The balangay (large outrigger boats) that have been found along the east and west banks of the Libertad river (old Agusan River) have revealed much about Butuan's history. As a result, Butuan is considered to have been a major trading port in the Caraga region during the pre-colonial era.

Historiography

Chinese records

Evidence indicates that Butuan was in contact with the Song dynasty of China by at least 1001 AD. The Chinese annal Song Shih recorded the first appearance of a Butuan tributary mission (Lijehan  and Jiaminan) at the Chinese Imperial Court on March 17, 1001, AD. Butuan (or   in Middle Chinese) around that time was a gold mining and trading center in northeastern Mindanao, known for manufacturing metal tools and weaponry, musical instruments, and gold jewelry. Chinese Annals described Butuan as a Hindu kingdom with a Buddhist monarchy. The chief (or "king") of Butuan named Kiling sent an envoy under I-hsu-han, with a formal memorial requesting equal status in court protocol with the Champa envoy. Researcher Eric Casino, believes the name Kiling is not Visayan in origin but rather, Indian, because Kiling refers to the people of India. The Sejarah Melayu (Malay Annals) of the nearby country of Malaysia, refers to the similarly worded Keling as immigrant people from India. Rajah Kiling's request for diplomatic equality in protocol towards his Rajahnate, was later denied by the Chinese Imperial court, mainly because of favoritism over the Champa civilization.
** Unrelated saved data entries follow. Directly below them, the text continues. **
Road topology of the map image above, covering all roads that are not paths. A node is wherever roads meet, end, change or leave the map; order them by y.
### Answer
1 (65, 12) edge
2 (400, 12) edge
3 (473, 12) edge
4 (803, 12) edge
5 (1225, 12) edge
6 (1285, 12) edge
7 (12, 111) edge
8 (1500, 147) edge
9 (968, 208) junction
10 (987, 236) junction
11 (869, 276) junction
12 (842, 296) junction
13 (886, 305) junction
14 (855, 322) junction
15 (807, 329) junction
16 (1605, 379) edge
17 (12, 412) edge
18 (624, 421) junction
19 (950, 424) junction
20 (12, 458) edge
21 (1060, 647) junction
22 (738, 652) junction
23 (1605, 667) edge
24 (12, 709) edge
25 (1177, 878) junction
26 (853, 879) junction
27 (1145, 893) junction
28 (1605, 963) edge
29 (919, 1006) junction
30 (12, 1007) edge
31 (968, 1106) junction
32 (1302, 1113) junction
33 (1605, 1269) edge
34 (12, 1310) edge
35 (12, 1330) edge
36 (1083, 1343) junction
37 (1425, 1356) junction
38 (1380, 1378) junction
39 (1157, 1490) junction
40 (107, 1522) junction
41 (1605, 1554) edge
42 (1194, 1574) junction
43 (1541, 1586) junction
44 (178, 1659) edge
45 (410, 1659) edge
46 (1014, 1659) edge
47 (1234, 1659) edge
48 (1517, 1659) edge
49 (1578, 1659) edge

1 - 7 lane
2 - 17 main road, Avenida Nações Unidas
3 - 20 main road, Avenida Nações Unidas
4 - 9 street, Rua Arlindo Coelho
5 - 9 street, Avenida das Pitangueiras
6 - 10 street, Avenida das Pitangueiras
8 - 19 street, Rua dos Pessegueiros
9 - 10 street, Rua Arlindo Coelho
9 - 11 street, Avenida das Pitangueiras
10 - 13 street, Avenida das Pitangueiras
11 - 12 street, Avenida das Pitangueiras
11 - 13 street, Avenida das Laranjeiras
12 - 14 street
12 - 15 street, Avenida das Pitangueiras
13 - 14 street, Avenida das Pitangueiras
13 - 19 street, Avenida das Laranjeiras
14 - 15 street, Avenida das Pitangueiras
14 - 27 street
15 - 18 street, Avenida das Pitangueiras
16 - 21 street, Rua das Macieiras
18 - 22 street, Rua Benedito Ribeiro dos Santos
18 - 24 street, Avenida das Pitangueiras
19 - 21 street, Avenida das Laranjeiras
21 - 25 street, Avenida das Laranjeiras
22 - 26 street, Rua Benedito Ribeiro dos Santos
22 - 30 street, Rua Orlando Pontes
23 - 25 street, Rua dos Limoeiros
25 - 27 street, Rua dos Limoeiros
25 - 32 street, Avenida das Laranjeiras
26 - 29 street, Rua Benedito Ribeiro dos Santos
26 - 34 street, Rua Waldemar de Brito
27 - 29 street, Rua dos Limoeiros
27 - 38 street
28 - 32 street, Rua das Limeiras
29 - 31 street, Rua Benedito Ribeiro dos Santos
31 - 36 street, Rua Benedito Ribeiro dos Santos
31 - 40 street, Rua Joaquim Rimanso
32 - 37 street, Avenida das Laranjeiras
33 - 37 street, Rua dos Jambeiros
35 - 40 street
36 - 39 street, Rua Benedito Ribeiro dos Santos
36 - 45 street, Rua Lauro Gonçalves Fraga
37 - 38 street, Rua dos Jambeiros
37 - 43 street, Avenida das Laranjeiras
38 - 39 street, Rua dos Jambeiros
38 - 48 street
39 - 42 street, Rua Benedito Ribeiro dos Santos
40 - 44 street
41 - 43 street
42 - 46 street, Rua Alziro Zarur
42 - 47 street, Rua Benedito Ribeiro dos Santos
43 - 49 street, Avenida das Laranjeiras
A new rajah with the Indianized name Sri Bata Shaja later succeeded in attaining diplomatic equality with Champa by sending the flamboyant ambassador Likanhsieh. Likanhsieh shocked the Emperor Zhenzong by presenting a memorial engraved on a gold tablet, some white dragon ( ) camphor, Moluccan cloves, and a South Sea slave at the eve of an important ceremonial state sacrifice. This display of irreverence sparked interests from China over the polity and the diplomatic relations between the two polities reached its peak during the Yuan dynasty. Later In the 1300s the Chinese annals, Nanhai zhi, reported that Brunei invaded or administered the Philippine kingdoms of Butuan, Sulu and Ma-i (Mindoro) which would regain their independence at a later date. The then Hindu state of Sulu which was founded by Visayan immigrants from Butuan and Surigao to the Sulu Archipelago, after simultaneously regaining their independence together with their Butuanon cousins, avenged the invasion of their kingdoms by counter-invading Pon-i (Brunei) and stealing 2 Sacred Pearls from Pon-i's Rajah. Chinese records about the polity stopped after the reign of Rajah Siagu, the last independent Rajah of Butuan. He was formally subjugated into the Spanish Empire after he and his brother, Rajah Kolambu of Limasawa, made a blood compact with Ferdinand Magellan in 1521.

Excavated artifacts

Numerous jars have been found in the Butuan area that indicate the wealth of the kingdom and the existence of foreign traditions. Some of these jars have been dated as follows:

 Sathing Phra (900–1100 AD)
 Haripunjaya (800–900 AD)
Japanese (12th to 16th centuries AD)
 Song dynasty (1001–1271)
 Yuan dynasty (1271–1368)
 Ming dynasty (1368–1521)
 Khmer Empire (802–900 AD)
 Sukhothai Kingdom (1300–1400)
 Champa (1000–1200)
 Persian (9th to 10th centuries AD)

Artifacts have been recovered from within the vicinities of Ambangan Archeological Site in Libertad that attest to the historical accounts that Butuan traded with India, Japan, Han Chinese, and Southeast Asian countries during these periods.

Origins of the name

The name Butuan is believed to have existed long before the Spanish conquistadores arrived in the Philippine archipelago. One possible indication of this is a rhinoceros ivory seal with design carved in ancient Javanese or early Kawi script (used around the 10th century CE) which, according to a Dutch scholar, was deciphered as But-wan. Another account suggests the name derives from the word batuan, a mangosteen-related fruit common in Mindanao. Another alternative is that the name derives from Datu Bantuan, possibly a former datu of the region.

Recorded monarchs

Modern commentary
Spanish chroniclers, when they set foot on Butuan, remarked that gold was so abundant that even houses were decorated with gold; "Pieces of gold, the size of walnuts and eggs are found by sifting the earth in the island of that king who came to our ships. All the dishes of that king are of gold and also some portion of his house as we were told by that king himself... He had a covering of silk on his head, and wore two large golden earrings fastened in his ears... At his side hung a dagger, the haft of which was somewhat long and all of gold, and its scabbard of carved wood. He had three spots of gold on every tooth, and his teeth appeared as if bound with gold." As written by Antonio Pigafetta on Rajah Siagu of Butuan during Magellan's voyage. Rajah Siagu was also a cousin of Rajah Humabon of the Cebu Rajahnate, thus suggesting that the two Indianized kingdoms were in an alliance together with Hindu Kutai against the Islamic Sultanates of Maguindanao and Sulu.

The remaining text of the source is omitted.